THE FUTURE OF GOING SOLAR?

Arizona law favors the use of solar energy devices by homeowners within community associations. In fact, pursuant to A.R.S. Section 33-439(A), “[a]ny covenant, restriction or condition contained in any deed, contract, security agreement or other instrument affecting the transfer or sale of, or any interest in, real property which effectively prohibits the installation or use of a solar energy device as defined in section 44-1761 is void and unenforceable.”

A common issue in Planned Communities is the location of solar roof panels.  Although Planned Communities are permitted to adopt certain rules and regulations regarding the placement of solar roof panels, those rules shall not effectively prohibit installation or adversely impact the functioning, cost or efficiency of the device. Oftentimes the Board’s desire to limit the aesthetic impact of the solar roof panels is at odds with the homeowners’ statutory right to place the solar panels in a location where they will function properly.  Has Tesla created the perfect compromise?
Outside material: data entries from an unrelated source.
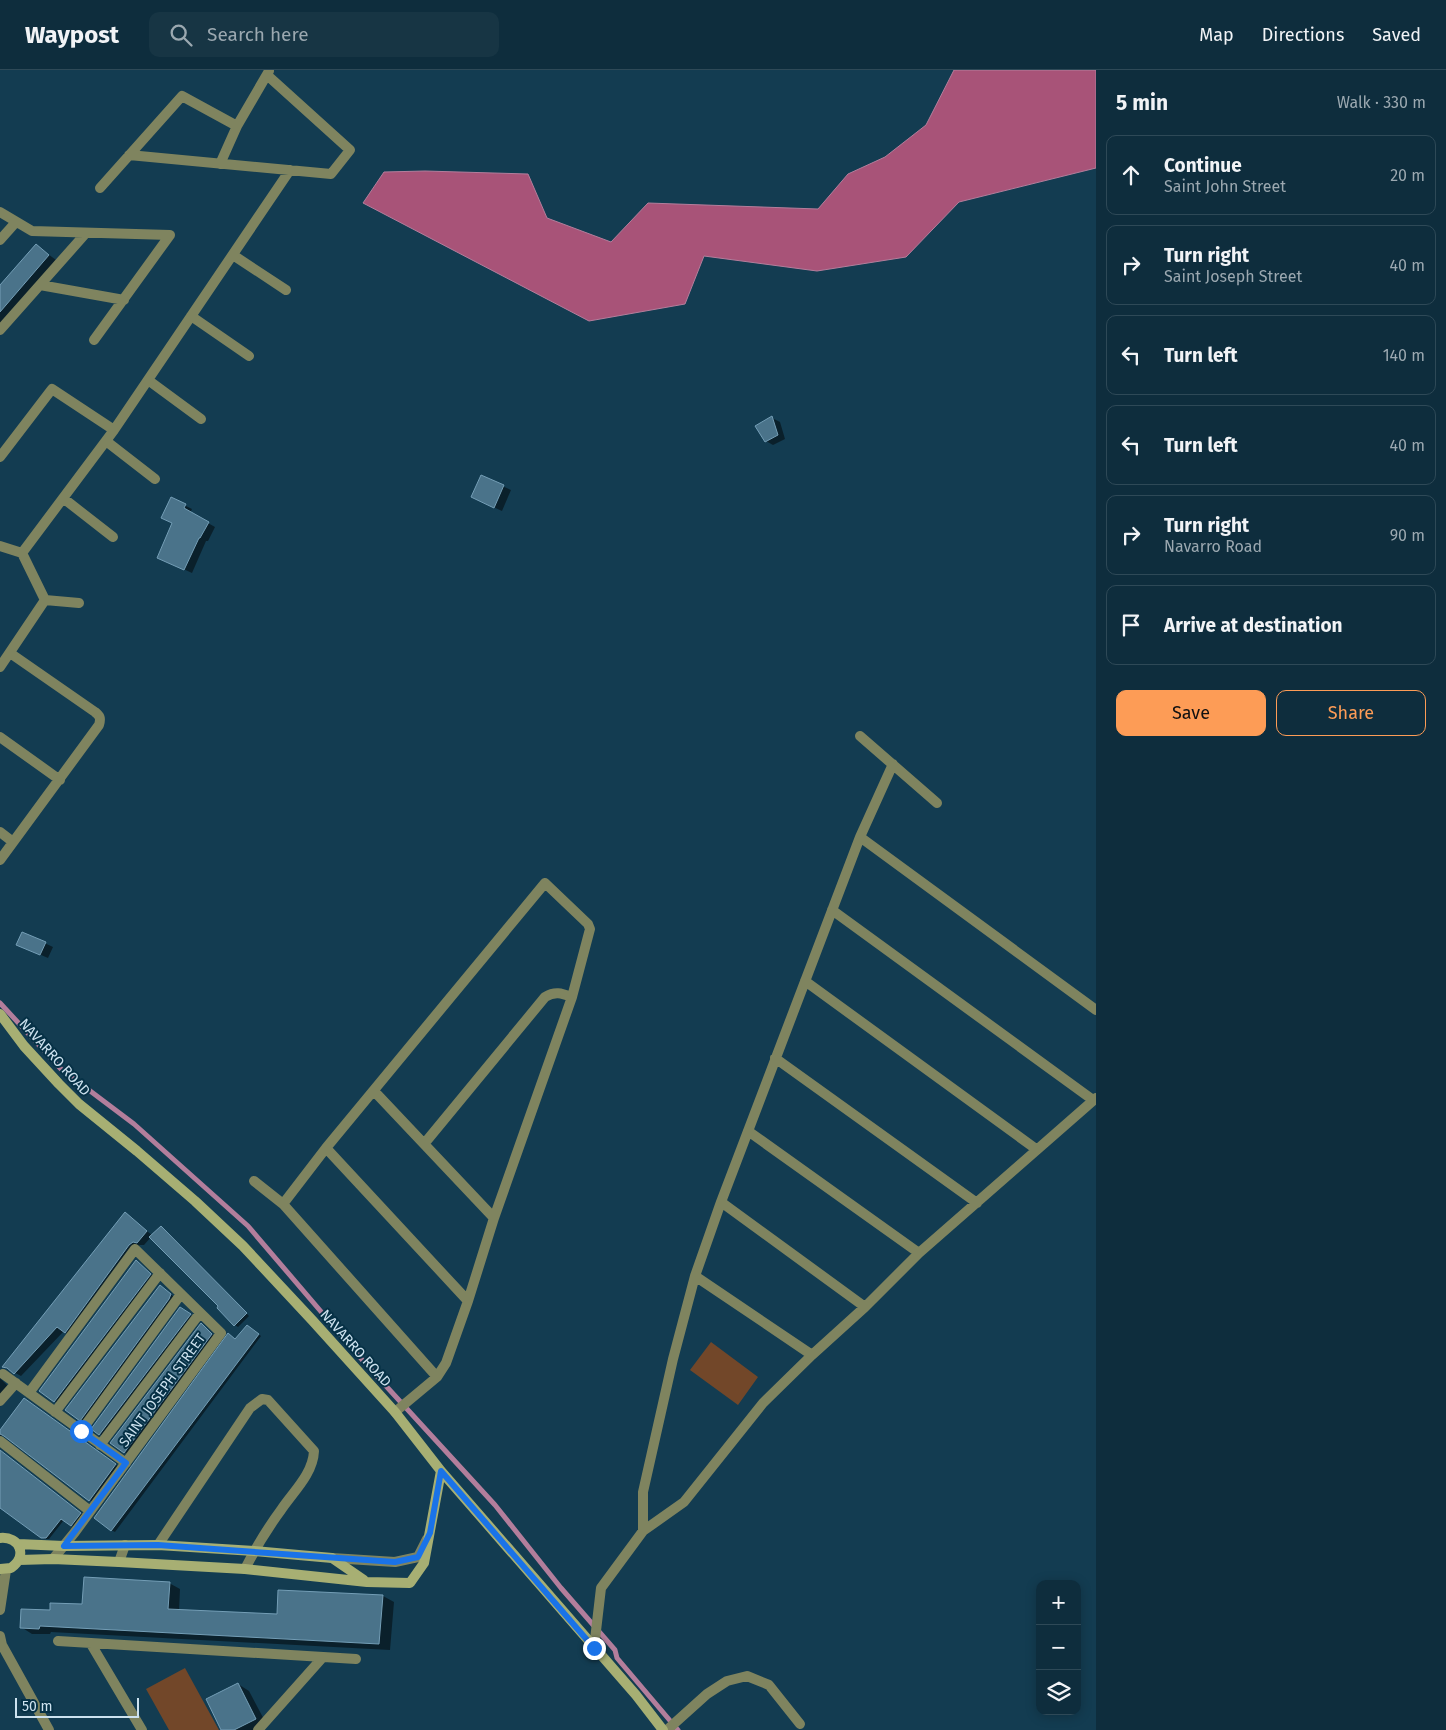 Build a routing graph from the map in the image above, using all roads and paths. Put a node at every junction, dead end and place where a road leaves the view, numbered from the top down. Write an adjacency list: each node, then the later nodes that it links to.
1 (268, 73): 2 (street); 5 (street)
2 (237, 126): 3 (street); 4 (street)
3 (129, 155): 4 (street); 6 (street)
4 (220, 164): 5 (street)
5 (290, 170): 11 (street)
6 (100, 188)
7 (0, 212): 8 (street)
8 (16, 222): 9 (street); 10 (street)
9 (86, 233): 12 (street); 14 (street)
10 (0, 240)
11 (233, 255): 13 (street); 15 (street)
12 (40, 285): 14 (street); 16 (street)
13 (286, 290)
14 (124, 300): 17 (street)
15 (191, 316): 18 (street); 19 (street)
16 (0, 330)
17 (94, 340)
18 (249, 356)
19 (148, 380): 20 (street); 21 (street)
20 (201, 419)
21 (114, 430): 22 (street); 23 (street)
22 (106, 440): 24 (street); 25 (street)
23 (0, 457)
24 (155, 479)
25 (63, 498): 26 (street); 28 (street)
26 (113, 537)
27 (0, 546): 28 (street)
28 (22, 554): 29 (street)
29 (45, 600): 30 (street); 31 (street)
30 (79, 603)
31 (10, 653): 32 (street); 36 (street)
32 (0, 667)
33 (860, 736): 35 (street)
34 (0, 737): 36 (street)
35 (893, 764): 37 (street); 39 (street)
36 (60, 780): 40 (street)
37 (938, 803)
38 (0, 832): 40 (street)
39 (860, 837): 42 (street); 45 (street)
40 (13, 842): 41 (street)
41 (0, 860)
42 (832, 910): 43 (street); 49 (street)
43 (805, 981): 47 (street); 53 (street)
44 (572, 997): 48 (street); 51 (street); 58 (street)
45 (1096, 1010)
46 (0, 1014): 72 (street, NAVARRO ROAD)
47 (775, 1058): 50 (street); 57 (street)
48 (374, 1091): 51 (street); 52 (street)
49 (1094, 1099): 53 (street)
50 (748, 1130): 55 (street); 59 (street)
51 (424, 1144): 58 (street)
52 (326, 1148): 56 (street); 63 (street)
53 (1036, 1149): 57 (street)
54 (254, 1181): 56 (street)
55 (721, 1202): 61 (street); 64 (street)
56 (283, 1204): 68 (street)
57 (977, 1204): 59 (street)
58 (494, 1218): 63 (street)
59 (919, 1253): 64 (street)
60 (160, 1274): 62 (street); 70 (street); 73 (street)
61 (695, 1276): 66 (street); 80 (street)
62 (181, 1294): 65 (street); 74 (street)
63 (468, 1301): 68 (street)
64 (866, 1307): 66 (street)
65 (200, 1312): 76 (street); 77 (street, SAINT JOSEPH STREET)
66 (812, 1355): 80 (street)
67 (3, 1374): 69 (street)
68 (437, 1377): 72 (street)
69 (16, 1383): 70 (street); 71 (street)
70 (29, 1393): 73 (street)
71 (0, 1401)
72 (401, 1407): 78 (street, NAVARRO ROAD)
73 (55, 1412): 74 (street)
74 (81, 1431): 76 (street)
75 (0, 1441): 79 (street)
76 (100, 1445): 77 (street)
77 (126, 1463): 79 (street, SAINT JOSEPH STREET)
78 (441, 1471): 81 (street); 99 (street, NAVARRO ROAD)
79 (90, 1511): 86 (street, SAINT JOSEPH STREET)
80 (643, 1531): 99 (street)
81 (430, 1533): 88 (street); 94 (street)
82 (0, 1538): 83 (street)
83 (18, 1544): 86 (street); 90 (street)
84 (125, 1545): 85 (street); 86 (street); 91 (street)
85 (158, 1545): 87 (street); 87 (street)
86 (64, 1546): 89 (street, SAINT JOSEPH STREET)
87 (254, 1551): 88 (street); 93 (street)
88 (332, 1558): 94 (street)
89 (53, 1559): 90 (street); 91 (street)
90 (19, 1560): 92 (street)
91 (119, 1562): 93 (street)
92 (3, 1569): 95 (street)
93 (245, 1570): 94 (street)
94 (367, 1582)
95 (0, 1610)
96 (58, 1641): 98 (street)
97 (1, 1642): 104 (street)
98 (91, 1644): 100 (street); 105 (street)
99 (594, 1648): 107 (street, NAVARRO ROAD)
100 (323, 1657): 101 (street); 106 (street)
101 (356, 1659)
102 (800, 1724): 103 (street)
103 (672, 1726)
104 (49, 1730)
105 (142, 1730)
106 (258, 1730)
107 (662, 1730)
The Tesla solar roof utilizes solar panels that also act as, and mimic the aesthetic appearance, of roof tiles.  In other words, the roof tiles are the solar energy device.  For more information and details, please visit https://www.tesla.com/solarroof.

Although these types of roofs may not become common immediately, we can certainly expect homeowners who are interested in solar energy to consider it as an option moving forward.  Furthermore, an Association interested in a solar initiative may consider the Tesla solar roof on common areas.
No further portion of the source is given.